チャットルーム ― どんなことを知っておくべきだろう

若い人は尋ねる…

チャットルーム ― どんなことを知っておくべきだろう

「僕は内気なんですが,インターネットのチャットルームでは,普通だったら話さないような人たちと話すことができます。僕がだれだか,その人たちには分かりません」。―ピーター。 *

「チャットルームでは,言いたいことを何でも言えるという気になってしまいます」。―アビガイル。

チャットルームとは,インターネット上で,リアルタイムに文字での会話ができる“場所”のことです。
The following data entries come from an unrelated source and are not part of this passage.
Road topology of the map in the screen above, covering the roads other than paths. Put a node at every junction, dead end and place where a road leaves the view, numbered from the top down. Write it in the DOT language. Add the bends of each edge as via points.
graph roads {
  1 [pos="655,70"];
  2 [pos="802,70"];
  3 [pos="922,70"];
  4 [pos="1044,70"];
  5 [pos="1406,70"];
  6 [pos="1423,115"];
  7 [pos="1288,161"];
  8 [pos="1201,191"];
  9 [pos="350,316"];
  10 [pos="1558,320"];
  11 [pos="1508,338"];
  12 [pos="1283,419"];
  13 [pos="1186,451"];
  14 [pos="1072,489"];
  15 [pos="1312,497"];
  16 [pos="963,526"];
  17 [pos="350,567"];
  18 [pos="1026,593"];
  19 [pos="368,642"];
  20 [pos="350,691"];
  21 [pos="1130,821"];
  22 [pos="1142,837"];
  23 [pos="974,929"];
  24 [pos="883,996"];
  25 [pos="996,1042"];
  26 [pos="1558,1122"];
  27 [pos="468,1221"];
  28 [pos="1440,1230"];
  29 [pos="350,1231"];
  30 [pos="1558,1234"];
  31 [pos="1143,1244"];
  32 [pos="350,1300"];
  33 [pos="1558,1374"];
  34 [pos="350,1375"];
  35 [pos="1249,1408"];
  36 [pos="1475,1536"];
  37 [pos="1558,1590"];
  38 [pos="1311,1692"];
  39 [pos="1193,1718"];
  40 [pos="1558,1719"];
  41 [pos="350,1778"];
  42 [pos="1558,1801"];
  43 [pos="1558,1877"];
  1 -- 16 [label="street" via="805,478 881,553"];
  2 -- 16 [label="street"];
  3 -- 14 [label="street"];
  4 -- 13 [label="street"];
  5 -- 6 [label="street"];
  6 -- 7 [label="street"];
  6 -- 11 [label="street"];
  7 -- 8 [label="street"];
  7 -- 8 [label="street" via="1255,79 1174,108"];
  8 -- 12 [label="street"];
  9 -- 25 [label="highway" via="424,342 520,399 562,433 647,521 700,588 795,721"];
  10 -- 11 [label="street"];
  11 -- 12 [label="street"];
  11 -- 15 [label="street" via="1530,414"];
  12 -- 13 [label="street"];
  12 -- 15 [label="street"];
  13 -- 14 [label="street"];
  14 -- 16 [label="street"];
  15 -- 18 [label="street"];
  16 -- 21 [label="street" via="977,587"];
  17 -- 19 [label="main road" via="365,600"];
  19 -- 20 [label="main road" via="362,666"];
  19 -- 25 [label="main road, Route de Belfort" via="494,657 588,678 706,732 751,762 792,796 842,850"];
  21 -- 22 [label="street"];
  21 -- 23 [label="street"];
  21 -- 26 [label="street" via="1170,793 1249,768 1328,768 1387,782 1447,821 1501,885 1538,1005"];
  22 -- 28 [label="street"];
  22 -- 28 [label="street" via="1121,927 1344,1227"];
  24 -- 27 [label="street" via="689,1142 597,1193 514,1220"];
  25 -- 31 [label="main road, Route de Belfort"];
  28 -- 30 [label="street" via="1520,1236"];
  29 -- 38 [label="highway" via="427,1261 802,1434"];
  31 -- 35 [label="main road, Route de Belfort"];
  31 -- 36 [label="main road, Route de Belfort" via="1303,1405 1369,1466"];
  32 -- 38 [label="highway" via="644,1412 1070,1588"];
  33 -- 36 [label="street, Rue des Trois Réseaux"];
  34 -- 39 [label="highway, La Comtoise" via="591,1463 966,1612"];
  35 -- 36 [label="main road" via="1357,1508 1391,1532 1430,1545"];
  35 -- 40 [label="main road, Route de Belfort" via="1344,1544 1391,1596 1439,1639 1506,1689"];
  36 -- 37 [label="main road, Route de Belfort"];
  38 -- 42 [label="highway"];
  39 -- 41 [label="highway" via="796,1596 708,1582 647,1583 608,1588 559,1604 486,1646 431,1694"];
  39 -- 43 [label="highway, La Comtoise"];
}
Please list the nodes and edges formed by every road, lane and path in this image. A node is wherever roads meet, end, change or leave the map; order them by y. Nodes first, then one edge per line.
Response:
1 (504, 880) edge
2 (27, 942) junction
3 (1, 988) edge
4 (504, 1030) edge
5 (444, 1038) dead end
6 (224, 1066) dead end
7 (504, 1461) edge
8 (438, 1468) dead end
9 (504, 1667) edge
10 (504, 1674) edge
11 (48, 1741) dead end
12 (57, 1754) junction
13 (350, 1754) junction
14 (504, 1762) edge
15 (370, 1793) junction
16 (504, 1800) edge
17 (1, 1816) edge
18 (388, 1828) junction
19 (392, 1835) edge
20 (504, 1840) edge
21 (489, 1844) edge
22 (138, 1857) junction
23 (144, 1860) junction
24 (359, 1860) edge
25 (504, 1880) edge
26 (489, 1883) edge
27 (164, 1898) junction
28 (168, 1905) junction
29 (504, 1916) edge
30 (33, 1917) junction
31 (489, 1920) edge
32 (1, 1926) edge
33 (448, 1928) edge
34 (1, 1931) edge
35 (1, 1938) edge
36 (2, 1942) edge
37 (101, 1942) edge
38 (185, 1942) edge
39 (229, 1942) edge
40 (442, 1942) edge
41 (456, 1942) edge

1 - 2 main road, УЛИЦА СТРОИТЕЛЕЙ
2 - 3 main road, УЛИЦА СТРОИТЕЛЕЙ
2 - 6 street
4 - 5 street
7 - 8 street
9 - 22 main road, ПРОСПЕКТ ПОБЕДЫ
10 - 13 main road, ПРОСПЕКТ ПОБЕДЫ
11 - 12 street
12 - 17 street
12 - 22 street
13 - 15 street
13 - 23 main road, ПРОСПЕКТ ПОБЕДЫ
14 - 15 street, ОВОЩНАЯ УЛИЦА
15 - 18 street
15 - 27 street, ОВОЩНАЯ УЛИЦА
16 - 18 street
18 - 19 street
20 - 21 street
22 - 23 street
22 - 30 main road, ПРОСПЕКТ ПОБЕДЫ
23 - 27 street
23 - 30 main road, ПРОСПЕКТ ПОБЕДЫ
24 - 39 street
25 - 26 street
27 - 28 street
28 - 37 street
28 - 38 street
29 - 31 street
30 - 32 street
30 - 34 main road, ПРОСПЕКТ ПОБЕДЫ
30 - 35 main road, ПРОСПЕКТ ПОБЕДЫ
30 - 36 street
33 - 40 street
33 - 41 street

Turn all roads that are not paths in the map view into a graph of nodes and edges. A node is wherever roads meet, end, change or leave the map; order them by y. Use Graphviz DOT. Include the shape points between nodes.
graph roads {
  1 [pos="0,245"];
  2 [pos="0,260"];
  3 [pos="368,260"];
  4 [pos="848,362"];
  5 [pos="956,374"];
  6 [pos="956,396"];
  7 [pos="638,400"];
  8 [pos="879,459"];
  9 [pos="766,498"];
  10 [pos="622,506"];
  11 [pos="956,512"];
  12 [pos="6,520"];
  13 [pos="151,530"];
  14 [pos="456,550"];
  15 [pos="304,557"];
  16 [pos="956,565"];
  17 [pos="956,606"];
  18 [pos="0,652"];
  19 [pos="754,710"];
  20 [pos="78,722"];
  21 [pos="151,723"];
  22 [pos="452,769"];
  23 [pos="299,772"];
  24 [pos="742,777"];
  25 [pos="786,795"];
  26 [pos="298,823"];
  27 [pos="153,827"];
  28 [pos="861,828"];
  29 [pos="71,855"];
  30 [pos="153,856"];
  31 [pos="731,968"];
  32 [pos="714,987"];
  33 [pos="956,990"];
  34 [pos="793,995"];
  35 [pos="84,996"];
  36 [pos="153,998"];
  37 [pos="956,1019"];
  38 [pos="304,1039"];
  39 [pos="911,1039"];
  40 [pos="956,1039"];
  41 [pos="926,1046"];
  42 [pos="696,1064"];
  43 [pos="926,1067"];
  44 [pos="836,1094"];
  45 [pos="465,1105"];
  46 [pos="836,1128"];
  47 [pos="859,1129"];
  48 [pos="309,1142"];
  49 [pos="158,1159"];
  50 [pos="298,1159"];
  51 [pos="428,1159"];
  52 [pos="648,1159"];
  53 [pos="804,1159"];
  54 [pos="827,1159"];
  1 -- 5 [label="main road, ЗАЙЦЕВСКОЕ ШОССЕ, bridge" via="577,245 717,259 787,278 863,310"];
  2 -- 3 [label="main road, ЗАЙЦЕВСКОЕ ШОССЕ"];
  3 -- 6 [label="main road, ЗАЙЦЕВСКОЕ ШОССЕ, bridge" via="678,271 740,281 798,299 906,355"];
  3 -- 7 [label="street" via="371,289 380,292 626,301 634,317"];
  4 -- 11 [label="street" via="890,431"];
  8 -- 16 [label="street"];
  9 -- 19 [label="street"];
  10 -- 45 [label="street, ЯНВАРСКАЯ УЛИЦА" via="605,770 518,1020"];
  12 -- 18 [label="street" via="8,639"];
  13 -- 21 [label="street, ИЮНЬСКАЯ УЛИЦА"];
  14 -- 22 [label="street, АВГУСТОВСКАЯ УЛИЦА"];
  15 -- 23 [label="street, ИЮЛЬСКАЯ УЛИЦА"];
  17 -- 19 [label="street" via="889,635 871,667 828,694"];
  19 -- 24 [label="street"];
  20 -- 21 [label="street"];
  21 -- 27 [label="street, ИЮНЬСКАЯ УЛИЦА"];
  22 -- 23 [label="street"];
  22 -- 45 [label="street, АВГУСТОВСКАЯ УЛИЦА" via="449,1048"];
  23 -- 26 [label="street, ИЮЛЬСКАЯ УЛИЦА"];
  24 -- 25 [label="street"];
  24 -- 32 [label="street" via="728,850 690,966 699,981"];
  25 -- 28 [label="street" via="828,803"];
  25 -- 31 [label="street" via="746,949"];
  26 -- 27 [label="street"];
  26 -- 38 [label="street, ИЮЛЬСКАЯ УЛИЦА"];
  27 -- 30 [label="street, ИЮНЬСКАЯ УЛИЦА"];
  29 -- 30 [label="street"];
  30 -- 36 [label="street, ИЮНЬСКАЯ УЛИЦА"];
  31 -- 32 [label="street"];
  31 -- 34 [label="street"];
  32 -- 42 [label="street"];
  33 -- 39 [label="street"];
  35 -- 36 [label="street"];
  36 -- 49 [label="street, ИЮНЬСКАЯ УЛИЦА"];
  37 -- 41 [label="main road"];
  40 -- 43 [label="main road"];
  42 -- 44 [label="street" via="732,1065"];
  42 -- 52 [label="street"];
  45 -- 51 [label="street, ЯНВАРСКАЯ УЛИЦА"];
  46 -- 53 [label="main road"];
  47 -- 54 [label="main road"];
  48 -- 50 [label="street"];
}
チャットルームは大勢の人が参加でき,互いのメッセージを読んだり返信したりすることができます。

インターネットを利用する若者たちに,とりわけ人気のあるチャットルームもあります。さまざまな文化圏の幾百万もの若者たちが,毎日のように,ほとんどどんな事柄についても意見を交換しています。最近では,この世界的な通信手段を活用している学校もあります。例えば,米国では生徒たちが教師の監督下で,スペインや英国や他の場所の生徒たちと社会問題について討論するかもしれません。生徒たちは授業で扱われる内容について,技術者や化学者や他の専門家とチャットをすることもあるでしょう。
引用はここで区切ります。